Définitions des termes :
  • dire : Affirmer, soutenir, tenir pour vrai.
  • société : association d'individus qui constitue le milieu où chacun s'intègre. Toute espèce vivante est plus ou moins sociale ; mais tandis que les sociétés animales sont naturelles et gouvernées par l'instinct, les sociétés humaines, organisées selon des institutions mobiles, véhiculent une culture.
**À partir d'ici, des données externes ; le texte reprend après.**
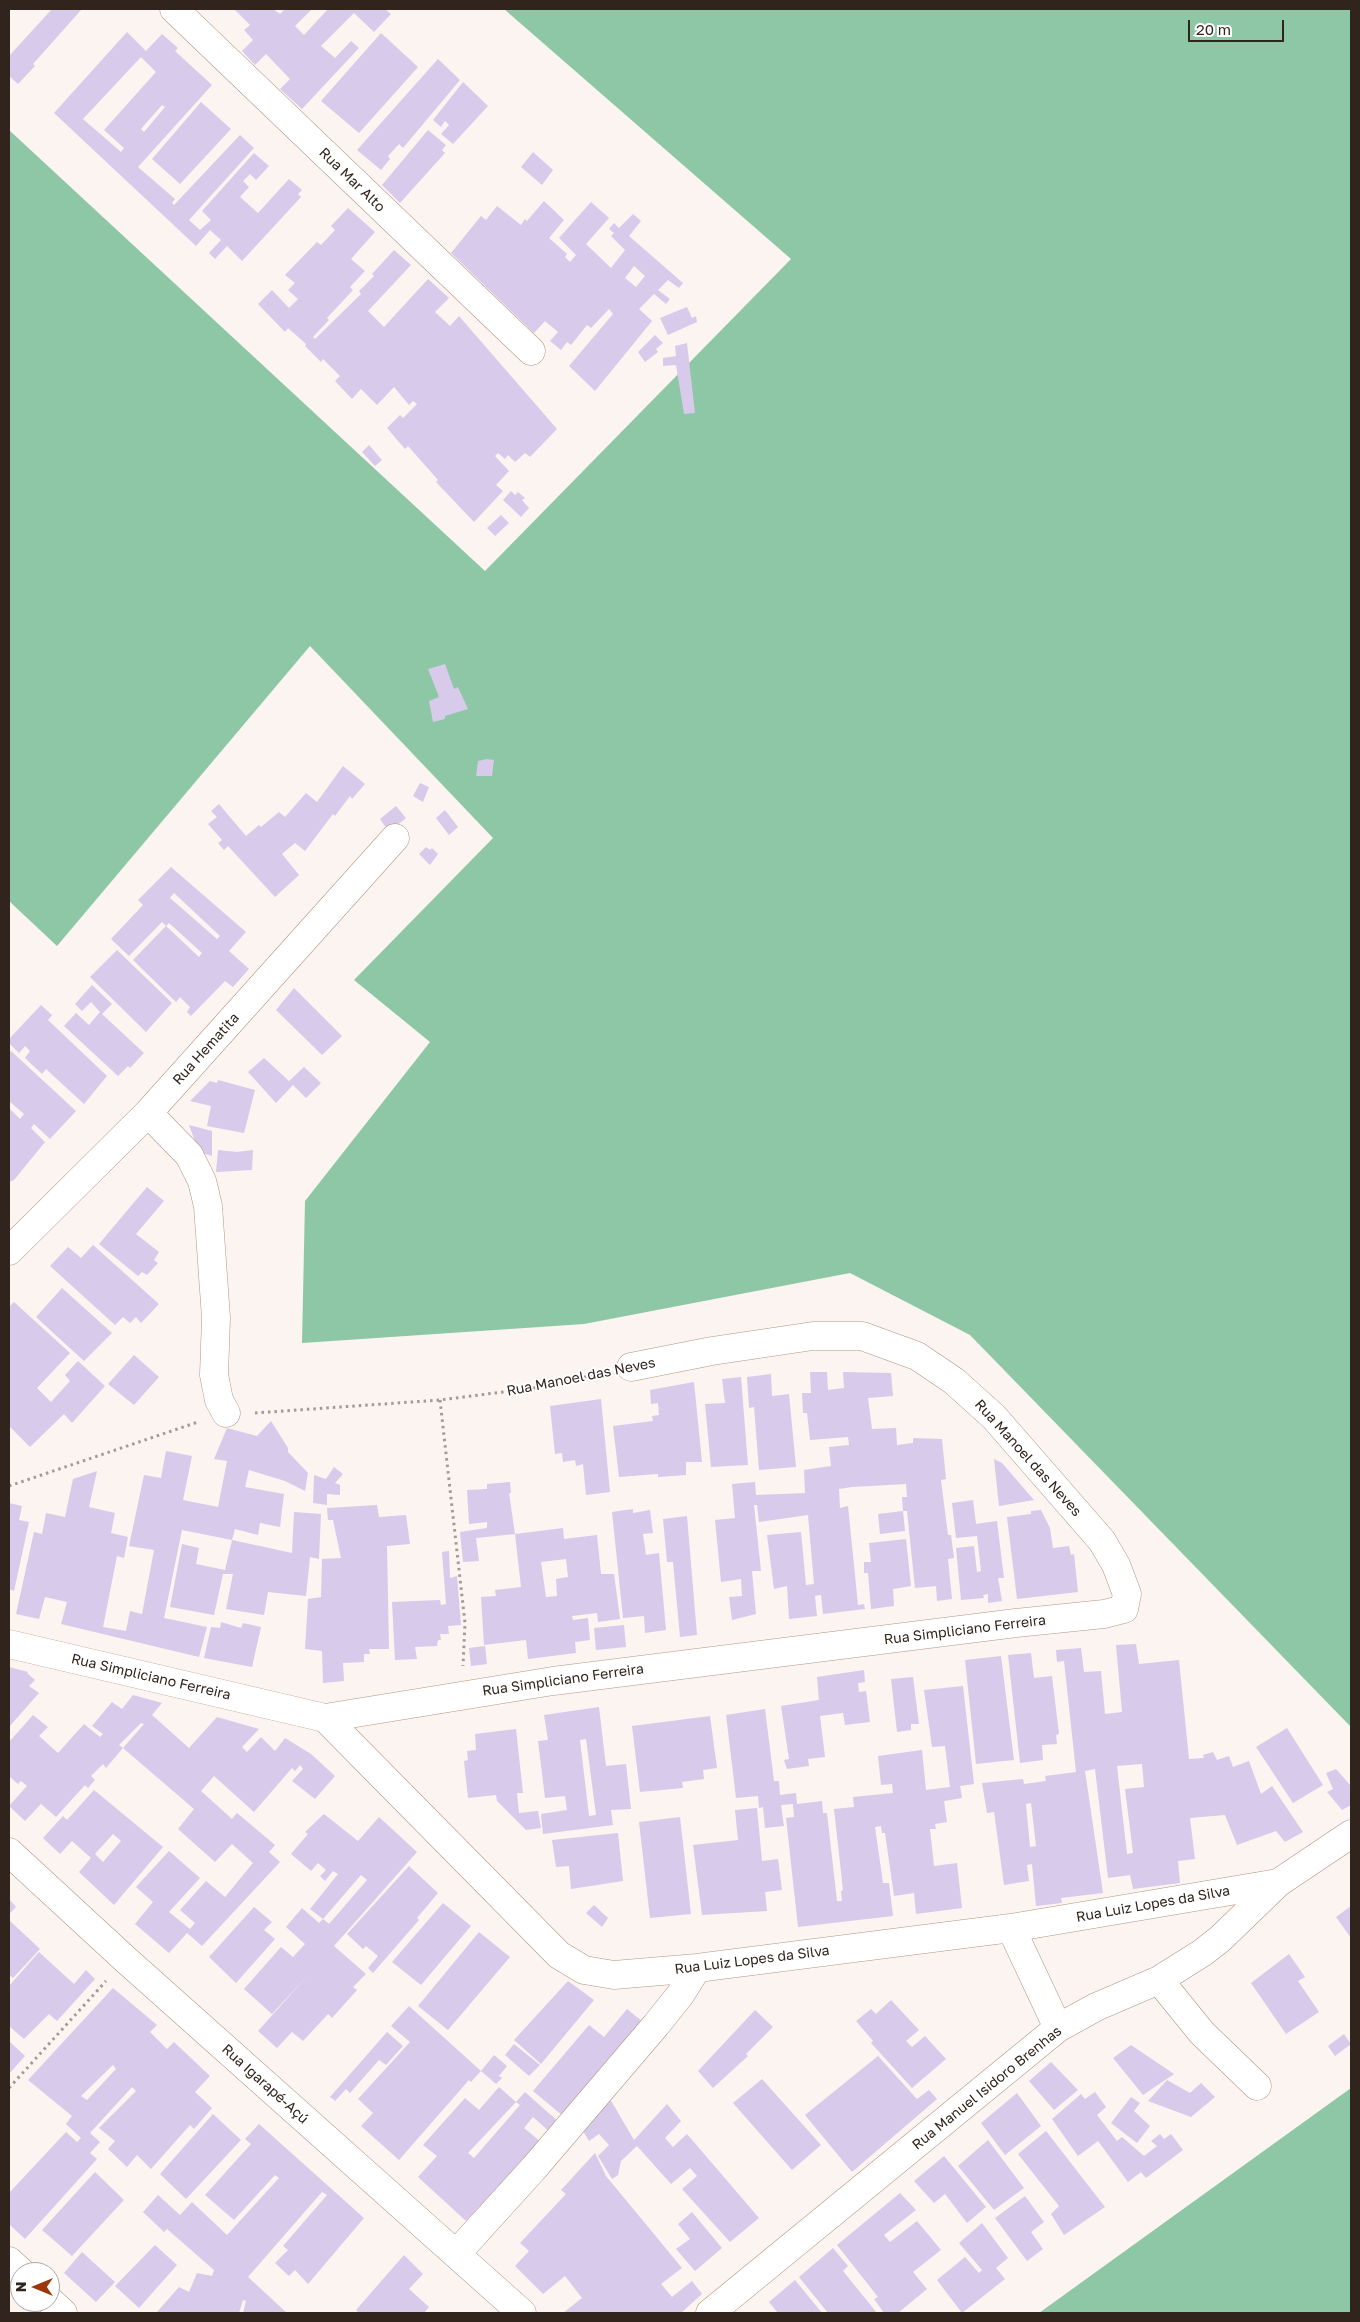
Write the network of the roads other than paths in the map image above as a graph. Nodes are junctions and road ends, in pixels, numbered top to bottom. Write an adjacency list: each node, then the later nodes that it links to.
1 (174, 9): 2 (street, Rua Mar Alto)
2 (531, 351)
3 (395, 838): 4 (street, Rua Hematita)
4 (148, 1113): 5 (street, Rua Hematita); 7 (street)
5 (9, 1250)
6 (631, 1367): 8 (street, Rua Manoel das Neves)
7 (226, 1413)
8 (1124, 1608): 10 (street, Rua Simpliciano Ferreira)
9 (9, 1644): 10 (street, Rua Simpliciano Ferreira)
10 (325, 1718): 15 (street, Rua Luiz Lopes da Silva)
11 (1351, 1834): 13 (street, Rua Manuel Isidoro Brenhas)
12 (9, 1852): 19 (street, Rua Igarapé-Açú)
13 (1278, 1883): 14 (street, Rua Luiz Lopes da Silva); 16 (street, Rua Manuel Isidoro Brenhas)
14 (1011, 1928): 15 (street, Rua Luiz Lopes da Silva); 17 (street)
15 (697, 1968): 19 (street)
16 (1159, 1980): 17 (street, Rua Manuel Isidoro Brenhas); 18 (street)
17 (1058, 2028): 21 (street, Rua Manuel Isidoro Brenhas)
18 (1257, 2086)
19 (456, 2254): 20 (street, Rua Igarapé-Açú)
20 (522, 2313)
21 (710, 2313)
  • homme : Le plus évolué des êtres vivants, appartenant à la famille des homini­dés et à l'espèce Homo sapiens (« homme sage »). Traditionnellement défini comme « animal doué de raison », l'homme est aussi, selon Aristote, un « animal politique ». Ce serait en effet pour qu'il puisse s'entendre avec ses semblables sur le bon, l'utile et le juste que la nature l'aurait pourvu du langage.

Extrait du corrigé : Pour Rousseau, l'homme a perdu en sortant de la nature sa  liberté. 2) la société est essentielle à l'homme, elle constitue sa nature. « Toute cité est un fait de nature, [...] et l'homme est par nature un  vivant politique. » Aristote, La Politique Pourtant, selon Aristote, la société n'est pas un accident, résultant de  circonstances qui auraient forcé les hommes à quitter leur état de nature  préalable, mais c'est la signification même de ce que c'est qu'être homme.  "on appelle homme le vivant à qui la vie sociale est essentielle", voilà ce  que signifie "l'homme est par nature un animal politique". En effet, il  semble bien que l'on ne soit homme au plein sens du terme qu'à partir du  moment où on appartient à une communauté de langage, qui organise  l'économie, la violence, la sexualité, en vue de la survie du groupe. La  nature de l'homme serait alors avant tout de participer à la vie politique,  c'est à dire à la vie en société. 3) la nature de l'homme est de constituer une société pacifiée. « On peut envisager l'histoire de l'espèce humaine en gros comme la  réalisation d'un plan caché de la nature pour produire une constitution  politique parfaite.

	Faut-il dire que la société dénature l'homme ou qu'elle l'humanise	?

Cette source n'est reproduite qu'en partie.